Former DOJ Officials Support Vigorous Investigation of Leaks

In an Op-Ed column in this morning’s New York Times entitled Stop the Leaks, former Attorney General William P. Barr, former Deputy Attorney General Jamie S. Gorelick and former Assistant Attorney General for National Security and NAFUSA board member Kenneth L. Wainstein, published an Op-Ed joining the current debate over the disclosure that the Justice Department obtained the telephone records of Associated Press journalists, stating:

As former Justice Department officials who served in the three administrations preceding President Obama’s, we are worried that the criticism of the decision to subpoena telephone toll records of A.P. journalists in an important leak investigation sends the wrong message to the government officials who are responsible for our national security.

While neither we nor the critics know the circumstances behind the prosecutors’ decision to issue this subpoena, we do know from the government’s public disclosures that the prosecutors were right to investigate this leak vigorously. The leak — which resulted in a May 2012 article by The A.P. about the disruption of a Yemen-based terrorist plot to bomb an airliner — significantly damaged our national security.

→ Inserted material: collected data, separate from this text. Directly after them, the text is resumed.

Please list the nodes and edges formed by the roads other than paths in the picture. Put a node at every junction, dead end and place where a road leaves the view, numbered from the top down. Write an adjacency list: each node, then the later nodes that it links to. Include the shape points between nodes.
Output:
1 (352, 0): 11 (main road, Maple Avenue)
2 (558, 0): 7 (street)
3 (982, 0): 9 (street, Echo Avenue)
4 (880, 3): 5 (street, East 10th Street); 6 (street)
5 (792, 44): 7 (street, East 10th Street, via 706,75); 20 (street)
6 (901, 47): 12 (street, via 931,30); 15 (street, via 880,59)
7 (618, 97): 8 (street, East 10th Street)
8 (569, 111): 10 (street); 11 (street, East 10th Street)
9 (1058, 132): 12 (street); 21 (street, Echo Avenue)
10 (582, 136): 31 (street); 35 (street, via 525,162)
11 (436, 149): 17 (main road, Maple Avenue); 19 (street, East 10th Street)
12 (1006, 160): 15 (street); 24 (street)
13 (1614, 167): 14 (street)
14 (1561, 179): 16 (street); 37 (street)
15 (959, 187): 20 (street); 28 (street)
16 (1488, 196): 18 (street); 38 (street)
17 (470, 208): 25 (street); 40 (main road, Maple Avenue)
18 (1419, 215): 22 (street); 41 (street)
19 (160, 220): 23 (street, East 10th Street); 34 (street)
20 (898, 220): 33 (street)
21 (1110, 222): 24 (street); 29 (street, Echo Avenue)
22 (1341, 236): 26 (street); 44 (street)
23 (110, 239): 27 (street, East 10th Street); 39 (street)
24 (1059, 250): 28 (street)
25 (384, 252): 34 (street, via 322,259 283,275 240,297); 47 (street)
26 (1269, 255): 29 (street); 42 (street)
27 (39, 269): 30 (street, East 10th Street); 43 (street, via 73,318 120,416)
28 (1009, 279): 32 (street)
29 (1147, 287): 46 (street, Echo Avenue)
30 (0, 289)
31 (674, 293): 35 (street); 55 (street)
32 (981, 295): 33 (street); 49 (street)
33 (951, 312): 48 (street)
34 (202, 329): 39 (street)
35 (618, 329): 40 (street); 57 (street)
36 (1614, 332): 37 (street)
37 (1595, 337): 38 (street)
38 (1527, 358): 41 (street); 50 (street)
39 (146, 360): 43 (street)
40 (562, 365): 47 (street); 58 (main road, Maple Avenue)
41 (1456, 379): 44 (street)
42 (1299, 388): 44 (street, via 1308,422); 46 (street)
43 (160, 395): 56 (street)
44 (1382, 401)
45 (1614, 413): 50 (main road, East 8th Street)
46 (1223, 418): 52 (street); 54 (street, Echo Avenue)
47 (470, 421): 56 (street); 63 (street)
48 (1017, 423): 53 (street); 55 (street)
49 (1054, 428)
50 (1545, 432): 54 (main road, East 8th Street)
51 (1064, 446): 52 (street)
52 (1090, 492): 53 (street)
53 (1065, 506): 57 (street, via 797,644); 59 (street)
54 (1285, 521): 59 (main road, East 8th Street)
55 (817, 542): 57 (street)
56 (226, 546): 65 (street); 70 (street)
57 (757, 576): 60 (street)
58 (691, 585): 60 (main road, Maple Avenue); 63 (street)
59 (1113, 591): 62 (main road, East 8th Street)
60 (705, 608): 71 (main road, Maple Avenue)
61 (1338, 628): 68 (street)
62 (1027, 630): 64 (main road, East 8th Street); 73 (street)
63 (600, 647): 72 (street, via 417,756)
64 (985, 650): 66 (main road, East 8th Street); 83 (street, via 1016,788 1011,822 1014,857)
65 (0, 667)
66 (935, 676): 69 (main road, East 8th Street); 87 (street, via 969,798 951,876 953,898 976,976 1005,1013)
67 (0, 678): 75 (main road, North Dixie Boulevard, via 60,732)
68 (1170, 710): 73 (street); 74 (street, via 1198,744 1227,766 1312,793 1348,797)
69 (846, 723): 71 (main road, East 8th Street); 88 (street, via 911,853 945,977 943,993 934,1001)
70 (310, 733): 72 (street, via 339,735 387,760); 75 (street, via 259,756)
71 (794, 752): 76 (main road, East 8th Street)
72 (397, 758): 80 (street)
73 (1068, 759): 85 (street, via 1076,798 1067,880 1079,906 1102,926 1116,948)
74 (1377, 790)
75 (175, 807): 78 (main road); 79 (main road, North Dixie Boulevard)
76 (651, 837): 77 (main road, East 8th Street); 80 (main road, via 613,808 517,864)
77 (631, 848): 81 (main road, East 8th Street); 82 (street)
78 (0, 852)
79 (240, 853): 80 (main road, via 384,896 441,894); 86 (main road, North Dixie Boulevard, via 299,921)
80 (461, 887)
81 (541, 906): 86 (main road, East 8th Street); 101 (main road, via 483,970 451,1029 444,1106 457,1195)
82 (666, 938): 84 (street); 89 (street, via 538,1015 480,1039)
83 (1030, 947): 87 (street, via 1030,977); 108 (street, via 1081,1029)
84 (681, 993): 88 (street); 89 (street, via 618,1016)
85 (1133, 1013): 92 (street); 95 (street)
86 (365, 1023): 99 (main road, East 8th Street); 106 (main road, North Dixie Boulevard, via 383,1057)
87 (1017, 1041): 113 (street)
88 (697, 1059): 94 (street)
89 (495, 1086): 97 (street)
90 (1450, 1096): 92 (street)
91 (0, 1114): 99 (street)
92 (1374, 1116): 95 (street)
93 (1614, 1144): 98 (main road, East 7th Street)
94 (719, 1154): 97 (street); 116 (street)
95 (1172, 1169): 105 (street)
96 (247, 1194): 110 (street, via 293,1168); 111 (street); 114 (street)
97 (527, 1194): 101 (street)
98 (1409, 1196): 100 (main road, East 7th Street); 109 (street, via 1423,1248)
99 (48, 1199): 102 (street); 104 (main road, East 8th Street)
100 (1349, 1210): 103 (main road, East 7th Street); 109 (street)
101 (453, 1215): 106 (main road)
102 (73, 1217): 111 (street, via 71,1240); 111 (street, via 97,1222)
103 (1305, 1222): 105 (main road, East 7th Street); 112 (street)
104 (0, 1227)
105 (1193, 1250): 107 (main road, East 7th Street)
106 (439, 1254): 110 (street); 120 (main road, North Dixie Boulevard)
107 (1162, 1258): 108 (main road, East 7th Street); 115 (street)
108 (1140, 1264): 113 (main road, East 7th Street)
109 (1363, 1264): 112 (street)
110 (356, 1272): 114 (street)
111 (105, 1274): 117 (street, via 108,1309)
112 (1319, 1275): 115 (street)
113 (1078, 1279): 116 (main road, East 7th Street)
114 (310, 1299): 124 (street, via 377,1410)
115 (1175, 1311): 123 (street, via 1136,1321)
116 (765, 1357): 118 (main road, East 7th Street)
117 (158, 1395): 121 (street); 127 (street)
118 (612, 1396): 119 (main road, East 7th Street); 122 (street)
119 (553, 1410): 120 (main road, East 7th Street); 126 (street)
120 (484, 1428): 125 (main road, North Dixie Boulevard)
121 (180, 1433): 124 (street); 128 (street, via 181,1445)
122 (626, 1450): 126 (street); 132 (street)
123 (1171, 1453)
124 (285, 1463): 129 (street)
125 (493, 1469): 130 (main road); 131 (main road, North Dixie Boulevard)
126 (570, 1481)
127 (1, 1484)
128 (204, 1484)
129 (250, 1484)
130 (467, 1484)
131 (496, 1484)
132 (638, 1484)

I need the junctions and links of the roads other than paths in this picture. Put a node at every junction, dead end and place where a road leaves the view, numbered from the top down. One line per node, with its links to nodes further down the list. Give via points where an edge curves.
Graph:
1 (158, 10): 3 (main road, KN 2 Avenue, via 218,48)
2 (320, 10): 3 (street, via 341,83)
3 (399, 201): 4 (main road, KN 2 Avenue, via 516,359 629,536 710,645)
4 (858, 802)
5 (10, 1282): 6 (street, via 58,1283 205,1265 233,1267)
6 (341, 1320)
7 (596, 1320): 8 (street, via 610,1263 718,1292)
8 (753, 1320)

As for the process which led to a warrant for telephone toll log records for about 20 phone lines that the leaker might have used in conversations with A.P journalists, the former DOJ officials argued:

The decision was made at the highest levels of the Justice Department, under longstanding regulations that are well within the boundaries of the Constitution. Having participated in similar decisions, we know that they are made after careful deliberation, because the government does not lightly seek information about a reporter’s work. Along with the obligation to investigate and prosecute government employees who violate their duty to protect operational secrets, Justice Department officials recognize the need to minimize any intrusion into the operations of the free press.